Dr. Dave Scheiderer, an accomplished mental health clinician and Director of Education for Integrative Psychiatry, says it is important to be fully aware of how your experiences and different treatment methods, with both lifestyle changes and medication or supplements, may make you feel.
Here are a few ways to work in tandem with your healthcare provider.
1) Know the lingo
Find resources, like our library of Integrative Psychiatry Articles, and continue to learn all you can about your mental health condition. For example, if you are bipolar, do you know what a mixed episode is? Or, do you know what the possible symptoms are for both mania and bipolar 1 depression?
When describing your mental health symptoms, knowing the basic lingo will help you and your provider speak the same language and make better sense of what you are going through.
2) Track your moods
Track your moods with a mood chart. It helps you become aware of how severe your symptoms might be from day to day. Your mood chart can also show how long your symptoms last, how much sleep you’re getting, and how any recent major life events make you feel.
There are often patterns between one’s life events or lifestyle changes and a shift in a person’s symptoms. Once you know what these factors are, sometimes called triggers, you can more easily identify the rise of symptomatic episodes by recognizing the pattern in your mood chart and then taking appropriate steps.
3) Know your mental health history
This is a fuller look at the mood tracker. It is important to keep a record of major mood episodes, the things that were happening in your life at that time, what your medications or supplements were at the time and if you or any family member has ever been hospitalized for a mood episode. By documenting your lived experience, your health provider will be able to identify important details, detect trends and more easily recognize symptoms. All of this can help your provider better manage your mental health needs.

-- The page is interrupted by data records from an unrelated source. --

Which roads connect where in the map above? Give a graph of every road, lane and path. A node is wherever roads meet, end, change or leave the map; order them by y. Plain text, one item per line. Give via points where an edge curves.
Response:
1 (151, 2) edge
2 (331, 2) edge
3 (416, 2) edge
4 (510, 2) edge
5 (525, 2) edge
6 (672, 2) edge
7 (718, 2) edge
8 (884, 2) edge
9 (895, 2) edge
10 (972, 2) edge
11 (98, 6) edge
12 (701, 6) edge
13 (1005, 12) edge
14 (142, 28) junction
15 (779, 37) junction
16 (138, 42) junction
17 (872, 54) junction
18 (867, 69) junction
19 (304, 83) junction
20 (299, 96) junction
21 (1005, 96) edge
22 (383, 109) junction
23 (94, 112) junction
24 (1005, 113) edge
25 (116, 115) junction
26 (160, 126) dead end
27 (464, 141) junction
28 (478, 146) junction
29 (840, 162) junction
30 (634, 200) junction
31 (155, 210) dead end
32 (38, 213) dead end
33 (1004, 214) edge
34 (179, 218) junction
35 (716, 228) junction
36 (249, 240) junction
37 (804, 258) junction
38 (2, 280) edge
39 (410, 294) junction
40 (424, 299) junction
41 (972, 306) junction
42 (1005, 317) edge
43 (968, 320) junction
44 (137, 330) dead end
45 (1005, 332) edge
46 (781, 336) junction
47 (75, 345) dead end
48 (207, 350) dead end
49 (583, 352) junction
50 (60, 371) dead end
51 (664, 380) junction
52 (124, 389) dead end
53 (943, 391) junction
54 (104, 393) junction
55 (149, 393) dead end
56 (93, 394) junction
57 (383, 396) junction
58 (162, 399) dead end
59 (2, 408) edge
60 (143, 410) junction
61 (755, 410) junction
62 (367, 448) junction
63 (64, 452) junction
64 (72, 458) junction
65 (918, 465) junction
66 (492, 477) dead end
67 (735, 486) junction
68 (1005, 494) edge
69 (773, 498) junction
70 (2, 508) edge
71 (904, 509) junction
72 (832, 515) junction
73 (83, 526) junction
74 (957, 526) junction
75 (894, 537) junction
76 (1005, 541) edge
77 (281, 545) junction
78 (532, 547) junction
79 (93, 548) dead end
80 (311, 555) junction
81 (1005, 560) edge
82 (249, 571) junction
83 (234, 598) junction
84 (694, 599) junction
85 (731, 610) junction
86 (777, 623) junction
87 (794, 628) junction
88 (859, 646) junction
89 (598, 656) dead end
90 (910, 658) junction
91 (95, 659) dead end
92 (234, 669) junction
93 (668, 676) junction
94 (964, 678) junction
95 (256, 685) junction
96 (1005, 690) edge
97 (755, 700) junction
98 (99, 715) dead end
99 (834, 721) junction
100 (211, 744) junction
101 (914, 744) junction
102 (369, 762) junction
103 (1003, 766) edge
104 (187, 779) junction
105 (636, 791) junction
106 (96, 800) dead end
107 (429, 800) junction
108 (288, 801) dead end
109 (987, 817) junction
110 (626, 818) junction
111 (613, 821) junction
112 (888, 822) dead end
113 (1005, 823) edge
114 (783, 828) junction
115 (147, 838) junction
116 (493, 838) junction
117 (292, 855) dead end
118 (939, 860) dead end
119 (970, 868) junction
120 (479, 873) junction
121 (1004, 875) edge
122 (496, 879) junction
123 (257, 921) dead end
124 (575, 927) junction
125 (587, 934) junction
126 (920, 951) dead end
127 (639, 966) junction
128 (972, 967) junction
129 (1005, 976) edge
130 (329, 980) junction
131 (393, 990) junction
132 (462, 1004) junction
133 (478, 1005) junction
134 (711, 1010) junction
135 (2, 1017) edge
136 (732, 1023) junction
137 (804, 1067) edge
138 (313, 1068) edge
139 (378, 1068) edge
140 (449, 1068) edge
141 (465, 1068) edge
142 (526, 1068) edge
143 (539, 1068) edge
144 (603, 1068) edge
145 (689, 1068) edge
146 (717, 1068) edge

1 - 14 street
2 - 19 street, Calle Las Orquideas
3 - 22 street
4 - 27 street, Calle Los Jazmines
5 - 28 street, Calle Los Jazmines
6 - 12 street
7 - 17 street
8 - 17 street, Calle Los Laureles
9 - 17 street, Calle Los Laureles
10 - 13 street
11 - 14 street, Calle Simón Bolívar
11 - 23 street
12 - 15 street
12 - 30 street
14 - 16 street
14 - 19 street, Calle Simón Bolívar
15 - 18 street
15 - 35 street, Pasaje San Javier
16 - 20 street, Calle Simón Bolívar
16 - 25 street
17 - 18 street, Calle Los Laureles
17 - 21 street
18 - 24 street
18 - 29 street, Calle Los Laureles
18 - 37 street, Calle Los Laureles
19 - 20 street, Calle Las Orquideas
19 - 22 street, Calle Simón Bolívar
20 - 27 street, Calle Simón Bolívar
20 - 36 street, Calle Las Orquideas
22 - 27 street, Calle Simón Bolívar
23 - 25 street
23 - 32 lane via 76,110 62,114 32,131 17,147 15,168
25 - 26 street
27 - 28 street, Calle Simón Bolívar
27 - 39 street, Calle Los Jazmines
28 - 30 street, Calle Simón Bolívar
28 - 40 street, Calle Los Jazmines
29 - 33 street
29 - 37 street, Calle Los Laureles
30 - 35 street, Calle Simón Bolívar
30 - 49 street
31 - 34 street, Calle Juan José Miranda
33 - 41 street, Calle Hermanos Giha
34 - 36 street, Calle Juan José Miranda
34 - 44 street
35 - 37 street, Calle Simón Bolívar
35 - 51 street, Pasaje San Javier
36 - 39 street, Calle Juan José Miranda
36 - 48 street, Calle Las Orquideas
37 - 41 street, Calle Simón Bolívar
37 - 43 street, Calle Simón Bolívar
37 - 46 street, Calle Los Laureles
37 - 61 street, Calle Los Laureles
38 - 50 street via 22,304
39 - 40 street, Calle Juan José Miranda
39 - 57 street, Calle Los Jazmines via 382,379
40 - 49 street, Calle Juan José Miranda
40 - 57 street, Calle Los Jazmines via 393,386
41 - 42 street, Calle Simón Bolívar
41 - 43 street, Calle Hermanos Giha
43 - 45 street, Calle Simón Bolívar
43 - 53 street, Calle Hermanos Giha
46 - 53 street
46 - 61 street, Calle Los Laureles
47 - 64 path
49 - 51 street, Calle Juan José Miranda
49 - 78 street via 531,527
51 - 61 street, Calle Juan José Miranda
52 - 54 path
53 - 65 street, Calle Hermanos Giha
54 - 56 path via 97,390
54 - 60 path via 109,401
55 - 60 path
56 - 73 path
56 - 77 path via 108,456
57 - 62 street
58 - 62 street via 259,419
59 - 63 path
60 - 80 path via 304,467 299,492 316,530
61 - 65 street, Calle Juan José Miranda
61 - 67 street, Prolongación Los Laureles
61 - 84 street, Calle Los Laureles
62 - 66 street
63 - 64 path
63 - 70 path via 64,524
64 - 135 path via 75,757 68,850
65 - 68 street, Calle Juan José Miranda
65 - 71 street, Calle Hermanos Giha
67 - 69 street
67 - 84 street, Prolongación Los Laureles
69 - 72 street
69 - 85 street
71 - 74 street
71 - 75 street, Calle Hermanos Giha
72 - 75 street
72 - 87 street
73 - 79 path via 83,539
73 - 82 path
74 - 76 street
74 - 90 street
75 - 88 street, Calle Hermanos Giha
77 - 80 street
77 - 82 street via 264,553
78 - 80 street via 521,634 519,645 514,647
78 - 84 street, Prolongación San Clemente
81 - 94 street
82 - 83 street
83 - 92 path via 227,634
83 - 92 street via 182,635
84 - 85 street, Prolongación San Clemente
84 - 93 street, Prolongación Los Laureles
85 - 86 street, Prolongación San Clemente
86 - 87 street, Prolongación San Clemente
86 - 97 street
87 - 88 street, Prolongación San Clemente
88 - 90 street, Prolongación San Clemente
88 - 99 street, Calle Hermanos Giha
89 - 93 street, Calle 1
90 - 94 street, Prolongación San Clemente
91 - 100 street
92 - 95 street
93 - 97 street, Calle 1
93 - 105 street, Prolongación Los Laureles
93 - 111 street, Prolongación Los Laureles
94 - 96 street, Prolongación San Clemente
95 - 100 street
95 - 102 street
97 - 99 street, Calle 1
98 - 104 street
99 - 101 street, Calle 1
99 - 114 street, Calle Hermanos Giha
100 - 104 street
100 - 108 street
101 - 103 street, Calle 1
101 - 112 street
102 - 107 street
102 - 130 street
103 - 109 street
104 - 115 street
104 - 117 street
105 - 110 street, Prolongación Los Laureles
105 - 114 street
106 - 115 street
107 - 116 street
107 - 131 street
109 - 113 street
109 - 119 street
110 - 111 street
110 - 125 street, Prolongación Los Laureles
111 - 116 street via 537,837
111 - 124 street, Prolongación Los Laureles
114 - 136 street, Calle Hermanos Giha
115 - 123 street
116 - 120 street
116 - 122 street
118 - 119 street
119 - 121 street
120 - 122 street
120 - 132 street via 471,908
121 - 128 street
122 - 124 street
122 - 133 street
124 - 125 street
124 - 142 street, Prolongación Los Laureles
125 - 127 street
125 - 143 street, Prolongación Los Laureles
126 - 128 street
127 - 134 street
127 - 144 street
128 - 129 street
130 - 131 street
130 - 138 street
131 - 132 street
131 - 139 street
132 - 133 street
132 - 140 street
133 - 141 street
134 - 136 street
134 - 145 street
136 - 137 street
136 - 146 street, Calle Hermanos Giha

4) Track your medications and supplements
If you are taking medication (or natural supplements) to treat a mental health condition, it is important to take your medication/supplement as your prescriber has instructed. You should reach out to that provider with any questions you may have regarding your treatment. If you are taking multiple medications and supplements, make sure you understand and are clear on how and when to take each as prescribed.